One afternoon Tom and his interpreter got separated from their company. He said, “All at once a young Okinawan woman came from a cave. The interpreter said she wanted to know if we could take her family to a safer area. I said sure.”

It turned out her family consisted of approximately 30 people who spilled out from the cave. One was a wounded Okinawan soldier carried by his father. Tom’s eyes filled with tears. “His father wouldn’t put him down – he carried him all the way off the island.”

The battle for Okinawa was brutal, and Tom didn’t escape unscathed. He recalled, “One afternoon, we crested a hill and they let loose and killed both point men and shot the medics. It was kill or be killed. I had four hand grenades and I was big and strong. I could throw them farther than they could.”

He hunkered in against a rock and exchanged fire with the enemy. “It went on all morning long.” Finally, he felt a bullet tear through his right shoulder. It went out through the back of his arm, shattering his shoulder. “It didn’t even knock me down,” said Tom. “I said, ‘Well, they got me.’ ”
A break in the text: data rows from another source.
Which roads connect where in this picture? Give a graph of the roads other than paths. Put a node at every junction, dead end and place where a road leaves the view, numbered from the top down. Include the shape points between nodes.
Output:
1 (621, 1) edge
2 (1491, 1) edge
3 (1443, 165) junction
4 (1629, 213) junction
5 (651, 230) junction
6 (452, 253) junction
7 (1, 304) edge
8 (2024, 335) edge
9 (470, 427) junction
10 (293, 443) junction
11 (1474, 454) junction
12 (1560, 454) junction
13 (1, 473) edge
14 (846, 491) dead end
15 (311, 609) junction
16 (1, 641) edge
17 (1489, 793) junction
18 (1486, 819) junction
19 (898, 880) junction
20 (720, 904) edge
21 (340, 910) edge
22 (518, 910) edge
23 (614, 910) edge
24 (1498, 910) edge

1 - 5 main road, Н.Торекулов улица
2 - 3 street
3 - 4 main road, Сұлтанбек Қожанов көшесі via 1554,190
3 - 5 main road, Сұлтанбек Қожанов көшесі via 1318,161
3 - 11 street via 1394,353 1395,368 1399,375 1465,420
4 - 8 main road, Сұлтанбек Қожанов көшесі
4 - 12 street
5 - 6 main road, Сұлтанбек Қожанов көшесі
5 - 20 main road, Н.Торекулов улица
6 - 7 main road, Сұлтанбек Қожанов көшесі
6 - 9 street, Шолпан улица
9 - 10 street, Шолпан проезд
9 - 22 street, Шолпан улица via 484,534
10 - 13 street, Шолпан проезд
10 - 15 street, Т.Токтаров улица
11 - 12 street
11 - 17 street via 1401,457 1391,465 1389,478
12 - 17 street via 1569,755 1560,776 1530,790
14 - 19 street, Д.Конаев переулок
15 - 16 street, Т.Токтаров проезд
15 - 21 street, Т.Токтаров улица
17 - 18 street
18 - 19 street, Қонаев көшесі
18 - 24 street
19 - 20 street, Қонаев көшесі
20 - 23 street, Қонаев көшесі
Sure he was going to die, he staggered to a clump of bushes. “I didn’t die right then, so I drank a couple canteens of water and ate a handful of hard candy.”

He got up and kept moving until he found the remnants of his company. Tom still bears the scars of that battle and can no longer raise his right arm above his head.

When he returned home he went to the railroad to see if he could get his old job back. “They took one look at me and said, ‘You’re all done firing.”

He and Louise sold everything they had and bought a farm with her parents in Ferry County. Tom felt like farm work would be the best rehabilitation for his shoulder.

They enjoyed the work and the beautiful location. Their family grew with the birth of Nancy in 1946 and Tom in 1949.

In the ensuing years Tom added teaching to his resume. He taught seventh and eighth grades in Curlew and then taught high school for six years.

Their daughter Christie was born in 1951. Not long after, Tom decided to finish the education marriage had interrupted. The family moved to Cheney and lived there for three years while he earned his master’s degree. Louise, too, finished her education and earned her Bachelor of Arts in education in 1958.

From there the family moved to Omak where both Tom and Louise taught school. They held onto their property in Curlew and Tom built a log cabin on it. “The kids loved it,” Louise said.

After going back and forth between Curlew and Omak, they finally stayed put in Curlew when Tom retired in 1979. He got busy fulfilling a promise he’d made to Louise. “I promised I’d build her a big new house and I did.”

Using a one-man sawmill, he built his bride a beautiful two-story home. In recent years the couple has wintered in Liberty Lake but still live mainly in their Curlew home.

Recently, they celebrated their 70th anniversary with extended family and friends. Louise wore her wedding dress for the occasion. “Well, I squeezed into it,” she said.

Much has changed in their seven decades together. They weathered the loss of their daughter Christie, who died in a car accident in 1991. Louise said, “There’s nothing like losing a child.”

Their five grandchildren give them joy, and Tom said their marriage has been built on mutual respect and shared values. “The kids can’t believe we never fight, but after the war I felt like I was living on borrowed time.”

He didn’t want to waste precious time quarreling with the love of his life. It’s been many years since the couple carpooled together on their way to college, but Tom smiled at Louise and said, “She’s still my sweetheart.”